The analysis shows that SSS and SMF posterior probability generally increases by one or more order of magnitude, and both types of tsunamigenic sources present the same order of magnitude in the Messina Strait Area. Therefore, both sources must be considered and combined in order to produce a reliable PTHA in this area. Conversely, the posterior variances are reduced by one order of magnitude in the SSS case and by two orders of magnitude in the SMF case. The epistemic uncertainty decreases when the number of past data and/or historical information increase and the Beta distribution results more spiked because of Λpost = Λ + yi.

Finally, if Θ defines the probability of occurrence of at least one tsunami event in the time interval, then 1–Θ is the generic probability that no tsunami occurs. The final posterior distribution is
$$P{\left(\Theta \right)}_{\mathrm{post}}=1-\left[\left(1-{\Theta^{\mathrm{SSS}}}_{\mathrm{post}}\right)\left(1-{\Theta^{\mathrm{SMF}}}_{\mathrm{post}}\right)\right]$$
(14)
and evaluates the probability for the Sicily and Calabria cities that a tsunami run-up overcoming the threshold zt occurs in the time interval of 1 year caused both by SSSs or SMFs. The mean and the variance of the final posterior distributions are reported in Table 2.
Table 2.

Final means and variance of the posterior probability distribution that a tsunami run-up overcoming 0.5 m occurs in the time interval of 1 year due to the SSSs and SMFs

Key sites

Mean

Variance

× 10−3

× 10−5

Messina

5.9

1.1

Reggio Calabria

7.9

1.5

Pellaro

5.9

1.1

Catania

5.9

1.2

Augusta

5.9

1.2

Siracusa

3.9

0.8

Milazzo

2.0

0.4

Capo d’Orlando

2.0

0.4

Cefalù

2.0

0.4

Stromboli

11.9

2.3

Capo Vaticano

5.9

1.2

Roccella

7.9

1.6

## Discussion and Conclusions

In Bayesian method applied to tsunami hazard, the following issues should be taken into account and discussed:
• A mathematical consequence of the Bayesian procedure is that the results are always within the range of hypotheses, similar to most of the statistical techniques. Thus for the Bayesian methods to be considered objective, the results must depend on the assumed prior statistical model and observed data. In fact, different prior parameter determinations (with their own probability distributions considered as the random variables) may reach different conclusions, in particular when few past data are available.

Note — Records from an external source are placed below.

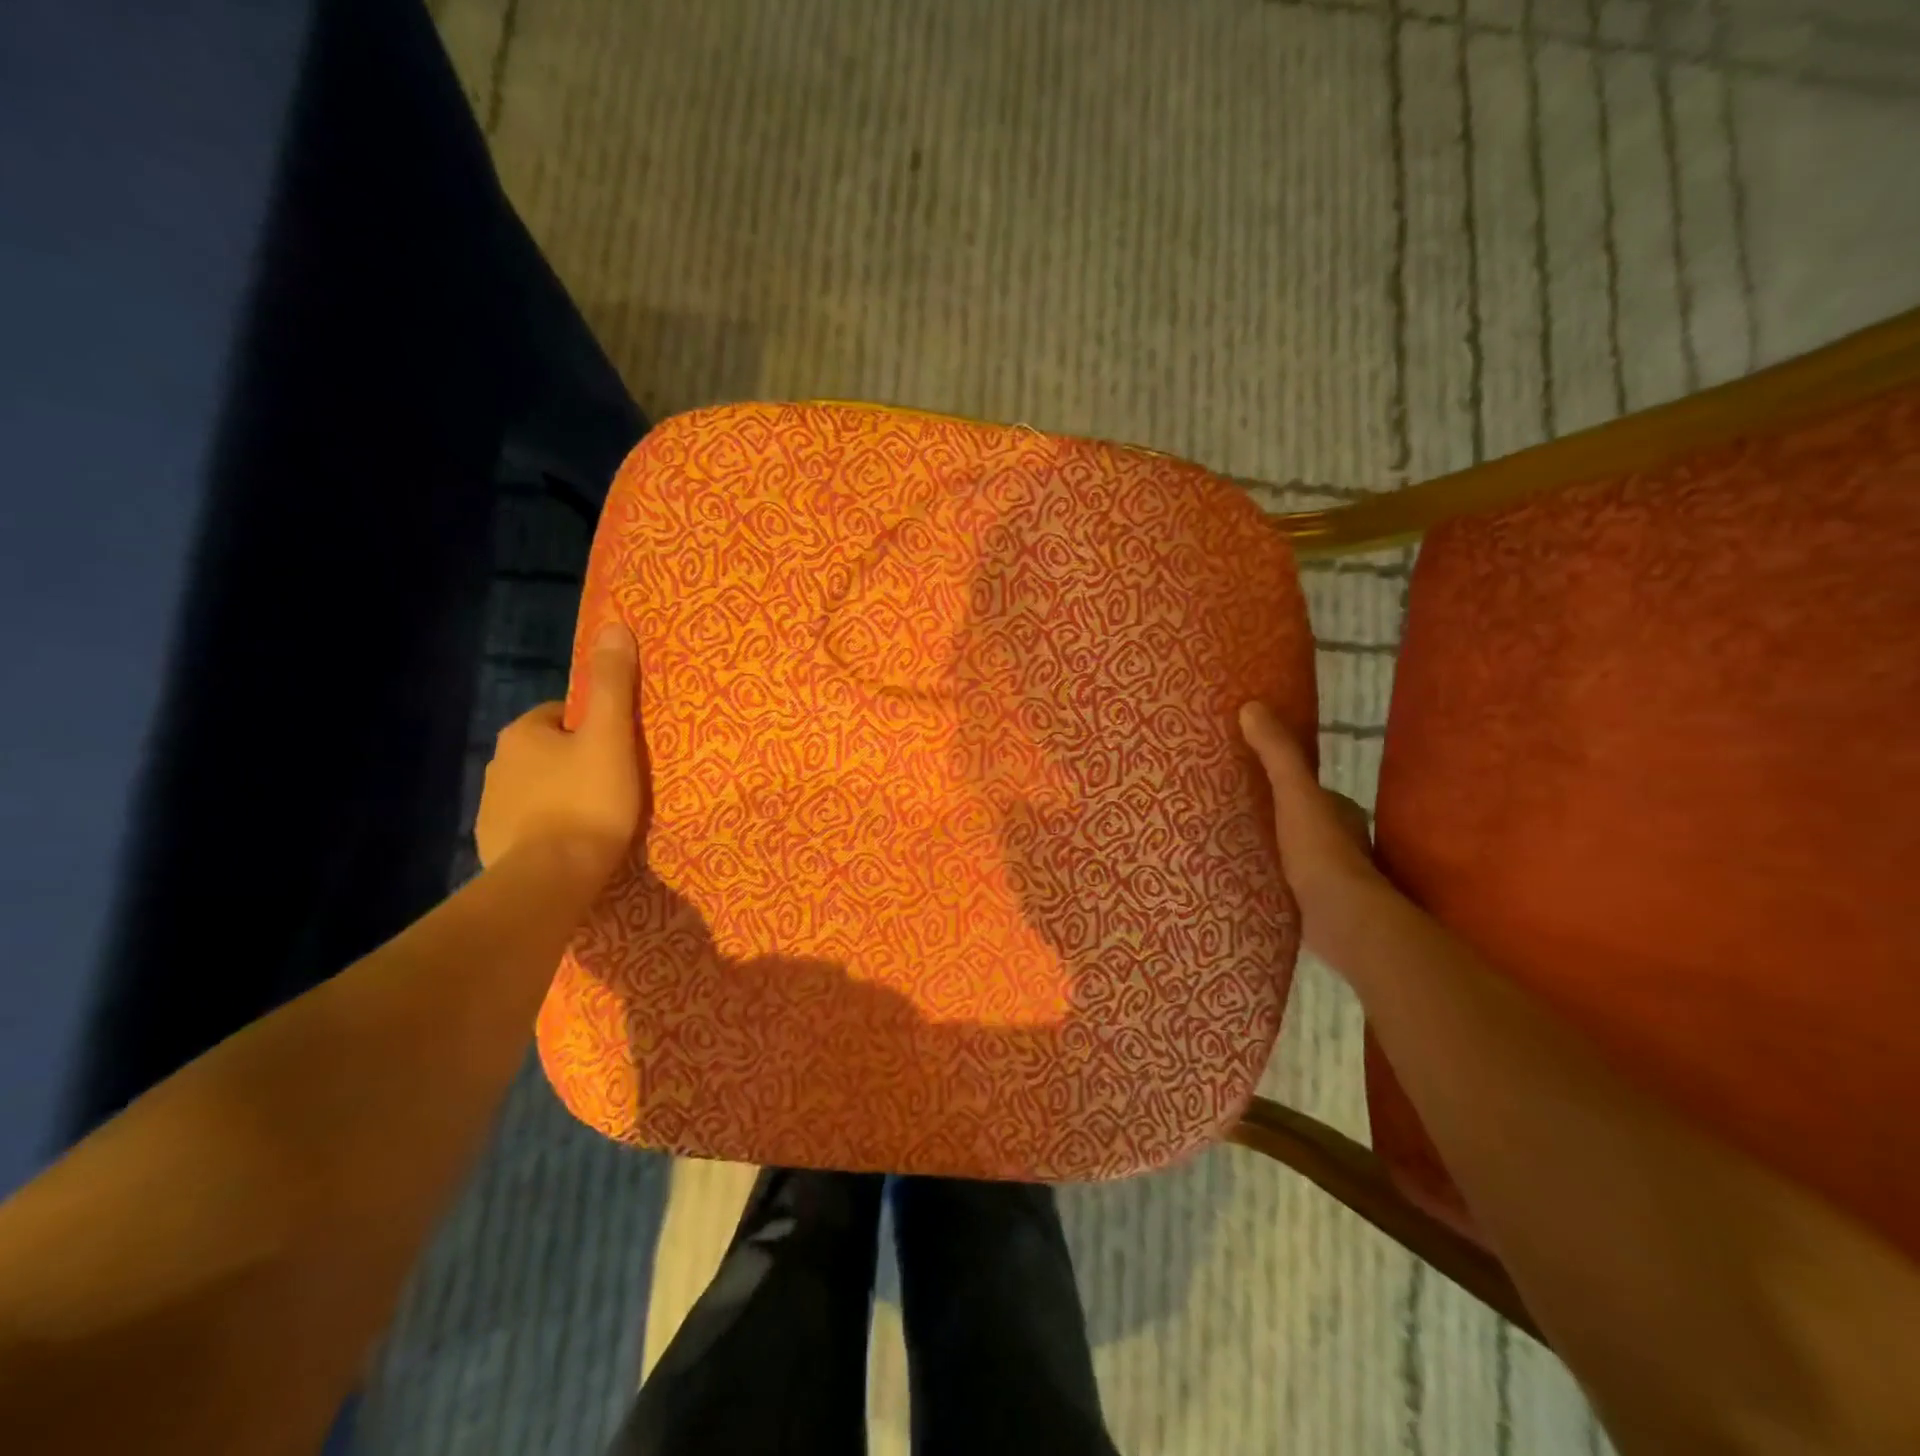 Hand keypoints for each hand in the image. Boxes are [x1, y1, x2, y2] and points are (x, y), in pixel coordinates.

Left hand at [476, 622, 643, 882]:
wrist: (551, 877)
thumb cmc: (588, 800)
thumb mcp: (611, 736)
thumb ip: (612, 683)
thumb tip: (613, 624)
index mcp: (524, 733)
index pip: (564, 714)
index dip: (595, 728)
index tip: (620, 751)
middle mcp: (499, 762)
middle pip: (550, 750)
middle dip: (577, 761)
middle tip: (615, 784)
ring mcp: (492, 805)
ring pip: (538, 786)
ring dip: (562, 793)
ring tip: (598, 816)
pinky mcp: (492, 842)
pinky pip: (528, 822)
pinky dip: (548, 826)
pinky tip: (572, 843)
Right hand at [1238, 701, 1384, 951]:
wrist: (1343, 920)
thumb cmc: (1321, 851)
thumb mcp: (1295, 794)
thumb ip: (1277, 754)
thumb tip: (1251, 706)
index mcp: (1341, 812)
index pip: (1309, 791)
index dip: (1284, 783)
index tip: (1249, 780)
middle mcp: (1342, 842)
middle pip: (1300, 821)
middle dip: (1274, 817)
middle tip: (1232, 812)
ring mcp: (1332, 877)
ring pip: (1295, 854)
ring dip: (1272, 849)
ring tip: (1231, 844)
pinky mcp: (1317, 906)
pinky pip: (1288, 883)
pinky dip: (1272, 878)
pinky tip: (1246, 879)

• Information at the base of prior PDFs and likelihood functions sometimes cannot be completely independent in practical applications, leading to potential double counting. For example, in long-term applications where all the data of rare events should be considered, this issue can seriously affect Bayesian inferences if not properly accounted for (e.g., discussion in Selva and Sandri 2013). To overcome this issue, in practice, two assertions can be considered: (i) the tsunami data used to define the prior probability models should be extracted by different catalogs (e.g., generic earthquakes, not necessarily tsunamigenic earthquakes) and/or used only in aggregated forms (e.g., the prior information may be derived by tsunami events that occurred globally and support general knowledge about tsunami processes), whereas (ii) the data used to create the likelihood functions should be mainly local, in order to reduce as much as possible the potential effect of possible double counting. Therefore all assumptions made in formulating the prior probabilities and in selecting the parameters should be stated explicitly so that the results can be properly assessed.

At the same time, Bayesian statistics presents several advantages in the present context. In fact:
• It enables merging of several kinds of available information in a homogeneous framework. Different statistical methods, theoretical deductions, background knowledge, physical beliefs, empirical laws, numerical models, analytical results, historical data, and instrumental measurements are combined and integrated. Bayesian techniques make use of all information, even sparse data, while keeping track of the assumptions about the prior knowledge or the level of ignorance. For a given probability model, an update of the final inferences is possible as soon as new models and/or additional data become available.

• It enables accounting for different sources of uncertainty, i.e., aleatory and epistemic uncertainty. The uncertainties are specified and synthesized in the statistical distributions, and the Bayesian procedure, considering potential all sources of information, enables a quantification and, in principle, a controlled reduction of the inherent epistemic uncertainties.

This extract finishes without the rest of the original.